I should subtitle this post as “That’s not a pointer… This is a Pointer!” . In the previous two posts I showed how to import and export functions between Wasm and the host environment. This seems pretty safe, but can open up an attack vector which extern_ref shuts down. Let’s check that out…

The Attack

One of the most common attacks is host pointer, or reference manipulation. Let me explain. Let’s assume that you open a file with a call to fopen that would give you a file descriptor, which typically is just an integer. But an attacker could change number, then try to fread hoping that the person who implemented the fopen function won’t validate the file descriptor. In this attack, this could allow the attacking code to read files they’ve never opened.

The Mitigation - Introducing extern_ref

To mitigate this most code does a whole bunch of checking to ensure that the value you’ve got is the one you originally requested. This is ok, but it’s a lot of work. But, what if we could prevent the code that called fopen or our function from modifying the value we give it? - This is what extern_ref provides.

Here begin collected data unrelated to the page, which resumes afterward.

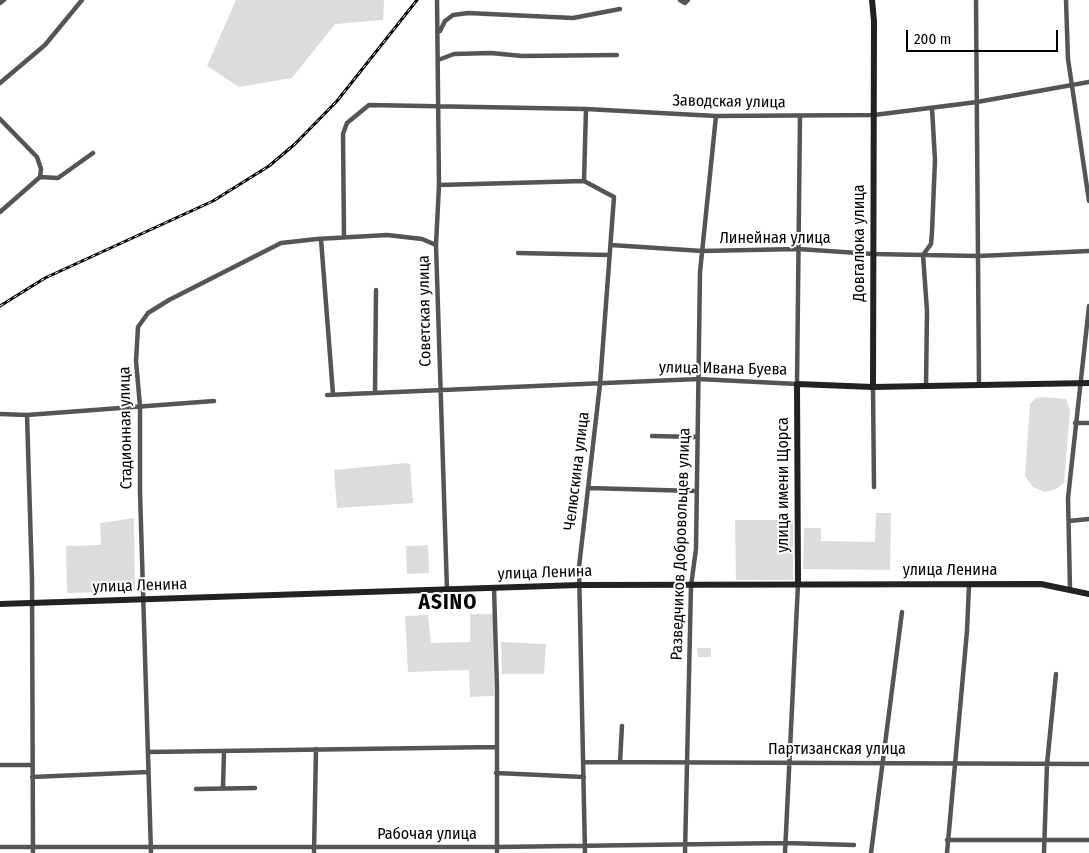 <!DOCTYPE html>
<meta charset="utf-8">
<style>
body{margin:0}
#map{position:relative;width:1089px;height:853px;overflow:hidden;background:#fff;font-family:"Fira Sans Condensed",sans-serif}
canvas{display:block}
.scale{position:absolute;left:906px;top:30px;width:152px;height:22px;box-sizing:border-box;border:2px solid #000;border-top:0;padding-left:6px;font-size:15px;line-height:18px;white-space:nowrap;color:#000;-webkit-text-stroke:4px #fff;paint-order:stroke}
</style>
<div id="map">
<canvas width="1089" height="853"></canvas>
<div class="scale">200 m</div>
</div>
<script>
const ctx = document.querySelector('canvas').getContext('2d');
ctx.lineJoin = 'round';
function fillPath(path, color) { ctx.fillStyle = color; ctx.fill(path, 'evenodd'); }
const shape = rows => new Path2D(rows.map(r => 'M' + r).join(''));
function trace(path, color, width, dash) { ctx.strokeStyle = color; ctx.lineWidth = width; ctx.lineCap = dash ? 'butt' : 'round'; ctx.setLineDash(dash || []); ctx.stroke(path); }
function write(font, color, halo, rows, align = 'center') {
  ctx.font = font + ' "Fira Sans Condensed",sans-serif'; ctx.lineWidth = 4; ctx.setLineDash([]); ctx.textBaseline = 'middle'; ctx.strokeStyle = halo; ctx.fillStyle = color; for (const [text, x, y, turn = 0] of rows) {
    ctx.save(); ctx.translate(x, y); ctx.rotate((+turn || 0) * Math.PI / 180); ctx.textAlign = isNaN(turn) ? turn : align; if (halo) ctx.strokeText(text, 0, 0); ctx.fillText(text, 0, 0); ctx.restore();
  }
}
const green = shape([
 [236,0,384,0,383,20,335,24,292,78,239,87,207,66],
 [1043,397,1066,399,1070,410,1064,483,1056,489,1045,492,1033,487,1025,476,1030,404,1036,398],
 [406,463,410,464,413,503,337,508,334,470],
 [876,513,891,513,890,570,803,569,804,528,821,528,821,541,875,542],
 [134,518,135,591,67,593,66,546,101,545,100,523],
 [735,520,793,520,793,580,736,580],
 [428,545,429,573,407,574,406,546],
 [470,614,493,614,494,696,470,697,469,670,408,672,405,616,428,615,431,643,470,642],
 [501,642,546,644,544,674,502,674],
 [697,648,711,648,711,657,698,657]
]);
const street = shape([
 [437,0,439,185,436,245,447,590],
 [680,0,685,3,688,0],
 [976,0,979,385],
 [1066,0,1068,59,1089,201],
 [0,3,4,0],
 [440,31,445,21,453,15,468,13,573,18,620,9],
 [438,60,454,54,491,53,522,56,617,55],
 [0,83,45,45,82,0],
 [0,119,37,157,41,169,40,177],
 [439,185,584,181],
 [0,212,40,177,58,178,93,153],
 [344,237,343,134,347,123,369,105,586,109,716,116,874,115,977,102,1089,82],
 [321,239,333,394],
 [611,245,702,251,798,249,873,254,979,256,1089,251],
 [518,253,608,255],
 [926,386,927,311,923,255,931,244,932,232,935,160,932,108],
 [873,387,874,487],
 [375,392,376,290],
 [327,395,698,379,797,384,800,116],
 [0,414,27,415,214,401],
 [27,415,32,579,33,853],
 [1075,423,1089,423],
 [652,436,697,437],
 [588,488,695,491],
 [1069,521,1089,519],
 [494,588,497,688,497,853],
 [1070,589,1068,498,1089,306],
 [149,752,496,747],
 [584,762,1089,764],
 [620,762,622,726],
 [0,765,32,765],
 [496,773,584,777],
 [32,777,148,772],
 [223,788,224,751],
 [196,789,255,788],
 [947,840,1089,840],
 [0,847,497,847,785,843,854,845],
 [151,853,140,492,140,406,136,361,138,327,148,313,169,300,281,243,317,239,387,235,422,239,436,245],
 [314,853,316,749],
 [585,853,579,567,600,384,614,197,584,181,586,109],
 [685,853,691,586,696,549,700,272,716,116],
 [785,853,798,584],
 [871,853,902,612],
 [947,853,967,631,969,585],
 [1044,853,1047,764,1056,674]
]);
const secondary = shape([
 [872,0,874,21,873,387],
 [798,584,797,384,873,387,1089,383],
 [0,604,579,585,1041,584,1089,594]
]);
const rail = shape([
 [0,306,45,278,213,201,269,166,295,144,337,101,417,0]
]);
const streetNames = [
 ["Заводская улица",729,102,1],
 ["Линейная улица",775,239],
 ["Довгалюка улица",860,243,-90],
 ["Советская улица",425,311,-91],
 ["улица Ивана Буева",723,369,1],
 ["Стадионная улица",126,428,-91],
 ["Челюскина улица",577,471,-83],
 ["улица имени Щорса",784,485,-90],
 ["Разведчиков Добровольцев улица",681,544,-88],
 ["улица Ленина",950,571],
 ["улица Ленина",545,573,-2],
 ["улица Ленина",140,586,-2],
 ["Партизанская улица",837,750],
 ["Рабочая улица",427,835]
];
const districtNames = [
 ["ASINO",448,603]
];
fillPath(green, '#dcdcdc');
trace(street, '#555', 4.5);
trace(secondary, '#222', 6);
trace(rail, '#000', 3);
trace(rail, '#fff', 1, [4]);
write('16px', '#000', '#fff', streetNames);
ctx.letterSpacing = '1px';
write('bold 21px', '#000', '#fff', districtNames);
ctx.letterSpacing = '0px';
</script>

extern_ref is a new data type which cannot be modified by any code compiled to Wasm. It allows the host to supply a value to the Wasm code and the Wasm code can never change this. This is enforced by both the compiler and the runtime.

Using it can be a little tricky as there are not as many examples of this around. So in this post I’ll quickly cover how to use extern_ref and provide you with a C example. The code for this, you can find on GitHub here: woodsmc/wasm_examples: An repository of examples to follow withbighair’s blog. But before we go any further I’d better explain able tables.

Introducing Wasm Tables

WebAssembly is a Harvard machine, it’s not a Von Neumann machine. If you know what those are then that’ll make perfect sense. If you don’t I might as well be speaking Dutch. Note - I can’t speak Dutch - so here is the quick and dirty explanation.

A Trip Back in Time

Just after the second world war two researchers in the US started looking at how computers should be structured and two competing architectures appeared. The big question at the time was how should code and data be stored?.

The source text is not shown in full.